In seiner Werkstatt in Sogliano Cavour in der Provinz Lecce fertigt De Simeis edles und wertvolles Papier, das auf antike Techniken des Orients zurückgeht und in der Tradition der italienischen Papiermühlen aus dem Mittelalter steht.
Andrea, Sie haben sich für einen wirklich ungewöhnlichen Beruf entschieden: Kupferstecher und Papiermacher. Wie ist es Ihnen gelungen, aus einer Passion einen echten Beruf zu machen?
Als ich meinen Beruf als Werbegrafiker an den Nagel hing, war mir nicht klar, dass diese beiden Tätigkeiten als echtes Metier existieren … Ich habe den Sprung ins Ungewisse gewagt, bin das Ganze aber keineswegs amateurhaft angegangen. Mir wurde bewusst, dass der Großteil des industriell gefertigten Papiers meinen expressiven Bedürfnissen nicht genügt. Ich fing also an zu recherchieren, um selbst Papier herstellen zu können. Als ich entdeckte, dass die Faser des Feigenbaums, auch als Echte Feige bekannt und im Salento weit verbreitet, ähnliche Eigenschaften aufweist, wie der koreanische Maulbeerbaum, war dies wie eine Offenbarung für mich: Diese Pflanze wird zur Herstellung von „Washi“, handgeschöpftem Japanpapier, verwendet.

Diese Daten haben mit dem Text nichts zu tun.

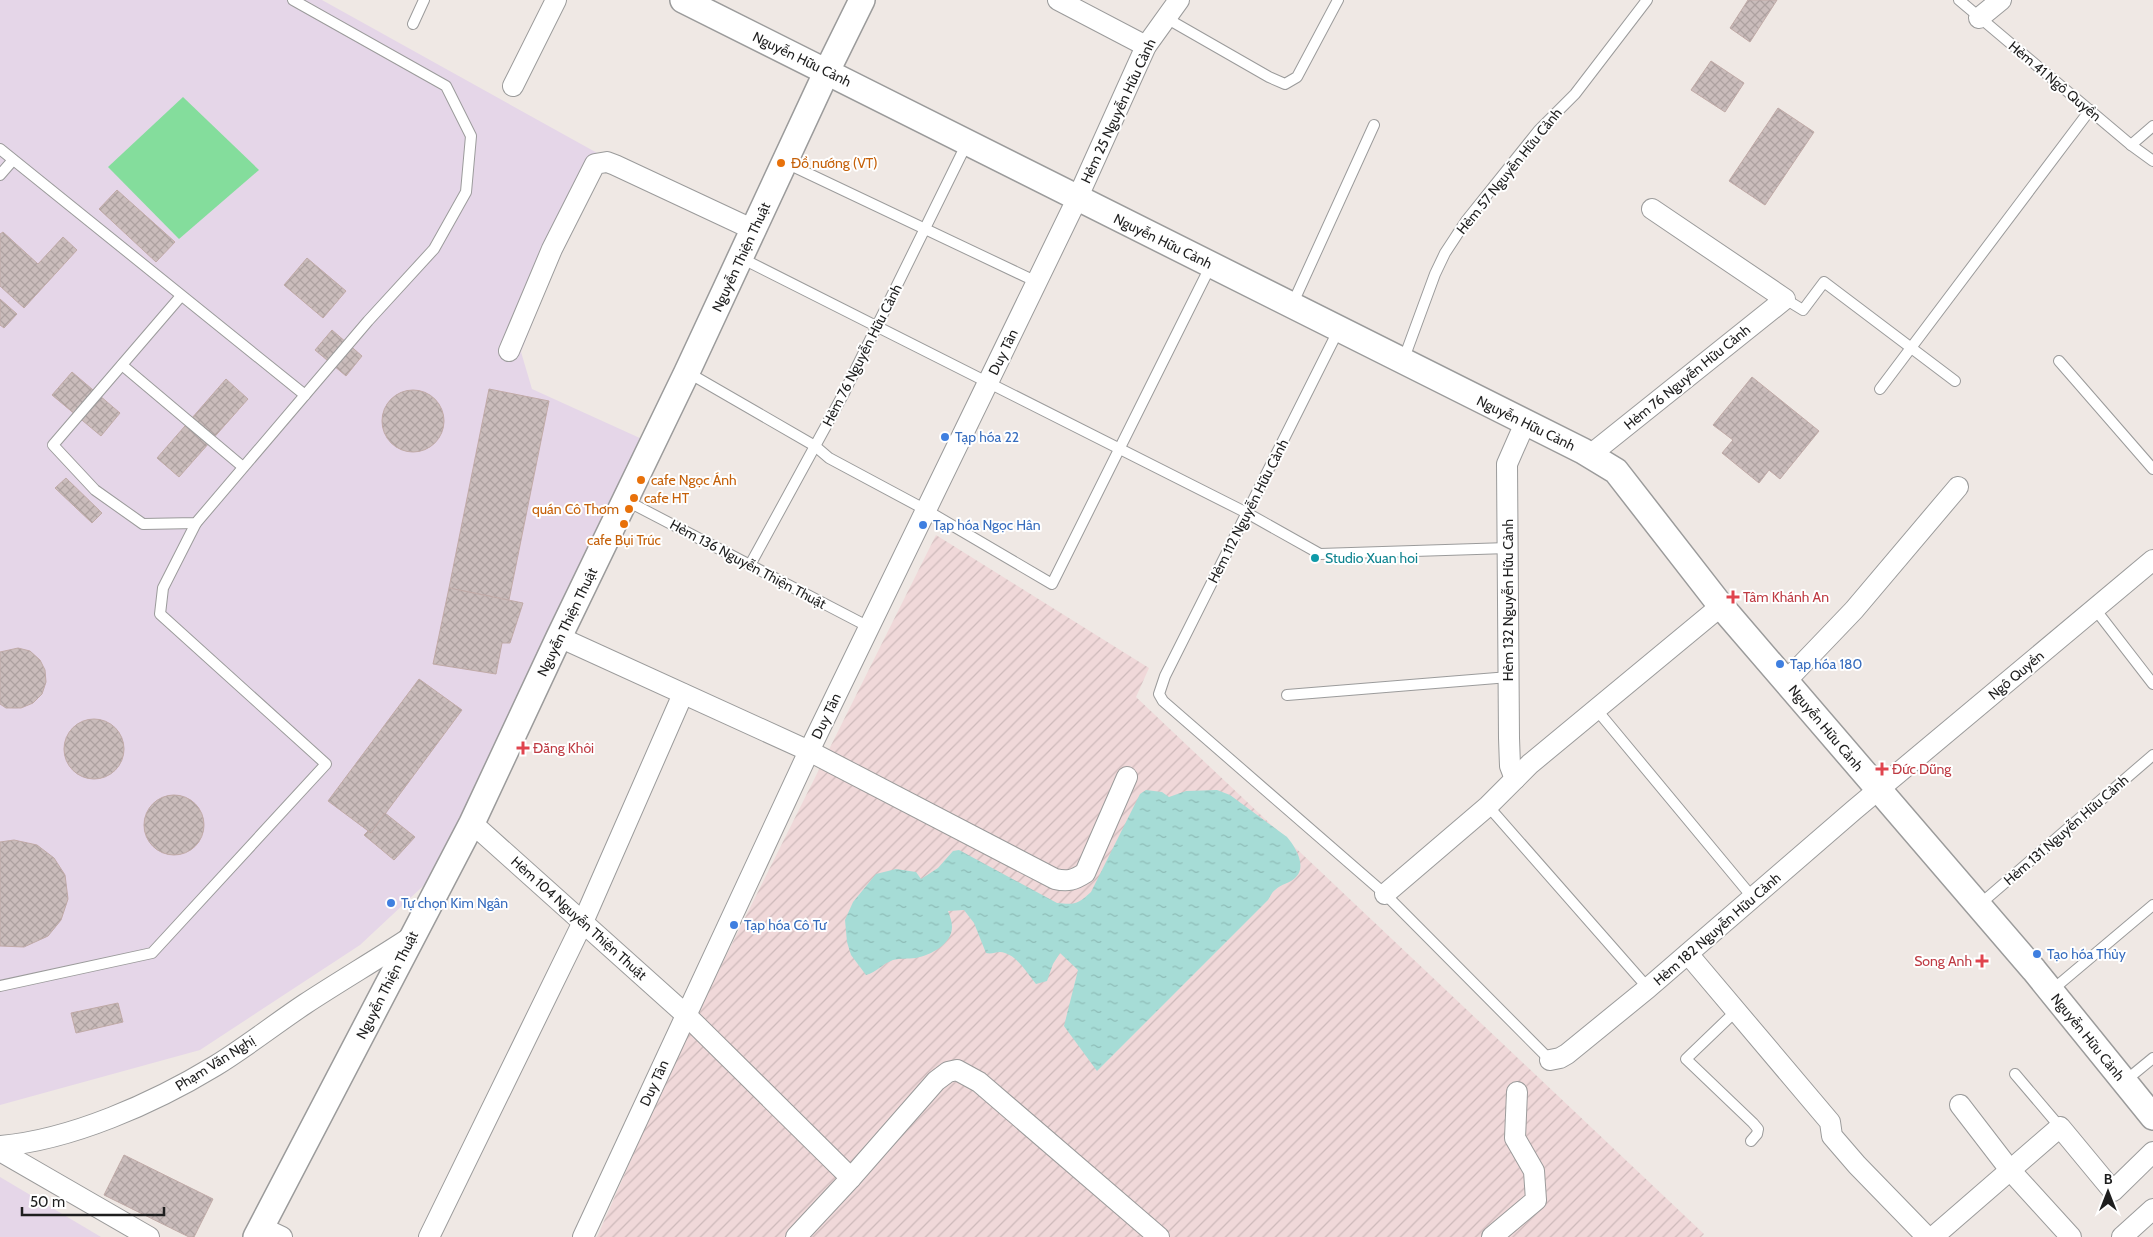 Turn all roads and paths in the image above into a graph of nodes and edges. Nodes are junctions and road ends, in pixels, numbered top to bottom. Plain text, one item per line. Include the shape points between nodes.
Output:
1 (293, 0) edge
2 (424, 0) edge
3 (556, 0) edge
4 (683, 0) edge
5 (862, 0) edge
6 (1058, 0) edge
7 (1179, 0) edge
8 (1338, 0) edge
9 (1647, 0) edge
10 (1959, 0) edge
11 (2001, 0) edge
12 (1166, 18) junction
13 (1980, 18) junction
14 (413, 24) dead end
15 (1146, 46) junction
16 (827, 71) junction
17 (513, 86) dead end
18 (2090, 110) junction
19 (1374, 125) dead end
20 (2153, 126) edge
21 (967, 142) junction
22 (2131, 145) junction
23 (0, 149) edge
24 (14, 160) junction
25 (2153, 161) edge
26 (786, 163) junction
27 (0, 175) edge
28 (1077, 199) junction
29 (1652, 208) dead end
30 (924, 229) junction
31 (754, 230) junction
32 (741, 258) junction
33 (1211, 264) junction
34 (1037, 282) junction
35 (181, 296) junction
36 (1785, 300) junction
37 (1292, 304) junction
38 (876, 327) junction
39 (1340, 328) junction
40 (1912, 346) junction
41 (509, 351) dead end
42 (1403, 360) junction
43 (2059, 361) dead end
44 (122, 365) junction
45 (687, 372) junction
46 (1955, 381) dead end
47 (988, 382) junction
48 (1880, 388) dead end
49 (305, 396) junction
50 (1525, 423) junction
51 (815, 446) junction
52 (1119, 448) junction
53 (1590, 455) junction
54 (243, 467) junction
55 (2153, 469) edge
56 (1958, 487) dead end
57 (627, 501) junction
58 (926, 510) junction
59 (1247, 513) junction
60 (196, 523) junction
61 (1508, 548) junction
62 (2153, 560) edge
63 (750, 565) junction
64 (1722, 606) junction
65 (2095, 608) junction
66 (869, 627) junction
67 (559, 636) junction
68 (1509, 677) junction
69 (1786, 681) junction
70 (2153, 684) edge
71 (683, 694) junction
72 (1287, 695) dead end
73 (1596, 709) junction
74 (809, 751) junction
75 (2153, 755) edge
76 (1127, 777) dead end
77 (1515, 779) junction
78 (1880, 790) junction
79 (1488, 806) junction
80 (472, 822) junction
81 (1385, 894) junction
82 (1753, 898) junction
83 (2153, 905) edge
84 (1978, 906) junction
85 (583, 922) junction
86 (411, 937) junction
87 (1688, 954) junction
88 (0, 986) edge
89 (1648, 988) junction
90 (2051, 991) junction
91 (1736, 1011) junction
92 (685, 1014) junction
93 (2153, 1058) edge
94 (1550, 1060) joint
95 (2015, 1074) dead end
96 (2124, 1082) junction
97 (1517, 1092) dead end
98 (1960, 1105) dead end
99 (2153, 1117) edge
100 (2060, 1128) junction
101 (1751, 1141) dead end
102 (0, 1146) edge
103 (0, 1151) edge
104 (2153, 1152) edge
105 (2010, 1170) junction
106 (851, 1178) junction
107 (2153, 1209) edge
108 (266, 1234) edge
109 (149, 1237) edge
110 (429, 1237) edge
111 (583, 1237) edge
112 (796, 1237) edge
113 (1159, 1237) edge
114 (1492, 1237) edge
115 (1928, 1237) edge
116 (1933, 1237) edge
117 (2071, 1237) edge
118 (2122, 1237) edge

1 - 49 lane via 446,86 471,136 466,192 434,249
2 - 14 lane
3 - 17 street
4 - 16 street, Nguyễn Hữu Cảnh
5 - 16 street, Nguyễn Thiện Thuật
6 - 15 street
7 - 12 street, Hẻm 25 Nguyễn Hữu Cảnh
8 - 12 lane via 1296,77 1285,84
9 - 42 lane, Hẻm 57 Nguyễn Hữu Cảnh via 1575,94 1539,130 1466,221 1434,274
10 - 13 lane, Hẻm 41 Ngô Quyền
11 - 13 street
12 - 15 street, Hẻm 25 Nguyễn Hữu Cảnh
13 - 18 lane, Hẻm 41 Ngô Quyền
15 - 28 street, Hẻm 25 Nguyễn Hữu Cảnh
16 - 21 street, Nguyễn Hữu Cảnh
16 - 26 street, Nguyễn Thiện Thuật
18 - 22 lane, Hẻm 41 Ngô Quyền
18 - 40 lane
19 - 37 lane
20 - 22 lane
21 - 28 street, Nguyễn Hữu Cảnh
21 - 30 lane, Hẻm 76 Nguyễn Hữu Cảnh
22 - 25 lane, Hẻm 41 Ngô Quyền
23 - 24 lane
24 - 27 lane
24 - 35 lane
26 - 30 lane
26 - 31 street, Nguyễn Thiện Thuật
28 - 33 street, Nguyễn Hữu Cảnh
28 - 34 street, Duy Tân
29 - 36 street
30 - 34 lane
30 - 38 lane, Hẻm 76 Nguyễn Hữu Cảnh
31 - 32 street, Nguyễn Thiện Thuật
31 - 41 street via 615,165 607,162 595,164 552,249
32 - 38 lane
32 - 45 street, Nguyễn Thiện Thuật
33 - 37 street, Nguyễn Hữu Cảnh
33 - 52 lane
34 - 47 street, Duy Tân
35 - 44 lane
35 - 49 lane
36 - 40 lane via 1803,310 1824,282
36 - 53 street, Hẻm 76 Nguyễn Hữu Cảnh
37 - 39 street, Nguyễn Hữu Cảnh
38 - 47 lane
38 - 51 lane, Hẻm 76 Nguyễn Hữu Cảnh
39 - 42 street, Nguyễn Hữu Cảnh
39 - 59 lane, Hẻm 112 Nguyễn Hữu Cảnh
40 - 46 lane
40 - 48 lane
42 - 50 street, Nguyễn Hữu Cảnh
43 - 55 lane
44 - 54 lane
44 - 60 lane via 53,445 95,490 143,524
45 - 51 lane
45 - 57 street, Nguyễn Thiện Thuật
47 - 52 lane
47 - 58 street, Duy Tân
49 - 54 lane
50 - 53 street, Nguyễn Hữu Cảnh
50 - 61 street, Hẻm 132 Nguyễn Hữu Cảnh via 1507,464
51 - 58 lane via 829,458
51 - 63 lane, Hẻm 76 Nguyễn Hữu Cảnh
52 - 58 lane via 1052,584
52 - 59 lane
53 - 64 street, Nguyễn Hữu Cảnh via 1616,471
54 - 60 lane
56 - 69 street via 1854,610
57 - 63 lane, Hẻm 136 Nguyễn Thiện Thuật
57 - 67 street, Nguyễn Thiện Thuật
58 - 66 street, Duy Tân
59 - 61 lane via 1320,554
59 - 81 lane, Hẻm 112 Nguyễn Hữu Cảnh via 1159,694 1162,701
60 - 88 lane via 163,588 160,614 326,764 152,953
61 - 68 street, Hẻm 132 Nguyễn Hữu Cảnh
62 - 65 street, Ngô Quyền
63 - 66 lane, Hẻm 136 Nguyễn Thiện Thuật
64 - 69 street, Nguyễn Hữu Cảnh
64 - 73 street
65 - 70 lane
65 - 78 street, Ngô Quyền
66 - 74 street, Duy Tân
67 - 71 street
67 - 80 street, Nguyễn Thiện Thuật
68 - 72 lane
68 - 77 street, Hẻm 132 Nguyễn Hữu Cảnh via 1510,766
69 - 78 street, Nguyễn Hữu Cảnh
71 - 74 street
71 - 85 street
73 - 77 street
73 - 82 lane
74 - 76 street via 1066,882 1085,873
74 - 92 street, Duy Tân
75 - 84 lane, Hẻm 131 Nguyễn Hữu Cảnh
77 - 79 street
78 - 82 street, Hẻm 182 Nguyễn Hữu Cảnh
78 - 84 street, Nguyễn Hữu Cảnh
79 - 81 street
79 - 89 lane
80 - 85 street, Hẻm 104 Nguyễn Thiện Thuật
80 - 86 street, Nguyễn Thiện Thuật
81 - 94 lane
82 - 87 street, Hẻm 182 Nguyễn Hữu Cảnh
83 - 90 lane
84 - 90 street, Nguyễn Hữu Cảnh
85 - 92 street, Hẻm 104 Nguyễn Thiện Thuật
85 - 110 street
86 - 102 street, Phạm Văn Nghị via 215,1066 150,1101 100,1122
86 - 108 street, Nguyễn Thiện Thuật
87 - 89 street, Hẻm 182 Nguyễn Hữu Cảnh
87 - 91 street
89 - 94 street, Hẻm 182 Nguyễn Hữu Cảnh via 1567,1054
90 - 96 street, Nguyễn Hữu Cảnh
91 - 101 lane via 1686,1059 1758,1129
91 - 115 street via 1830,1122 1832,1136
92 - 106 street, Hẻm 104 Nguyễn Thiện Thuật
92 - 111 street, Duy Tân
93 - 96 lane
95 - 100 lane
96 - 99 street, Nguyễn Hữu Cảnh
97 - 114 street via 1515,1138 1534,1171 1536,1200
98 - 105 street
100 - 104 street via 2113,1191
100 - 105 street
103 - 109 street
105 - 116 street
105 - 117 street
106 - 112 street
106 - 113 street via 936,1081 957,1070 979,1082
107 - 118 street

Auf diesem anfänglichen Weg war mir die Auseinandersetzung mit unterschiedlichen internationalen Gegebenheiten bei der Papierherstellung und beim Kupferstich eine ungemein große Hilfe. Meine Arbeit begann Anerkennung bei wichtigen Akteuren auf diesem Gebiet zu finden, wie etwa die Rezension des Centro di Patologia e Restauro del Libro von Florenz: Sie beschrieben mein Papier als wahrhaftige Übersetzung des „Washi“, jedoch mit Zellulosefasern von mediterranen Pflanzen hergestellt.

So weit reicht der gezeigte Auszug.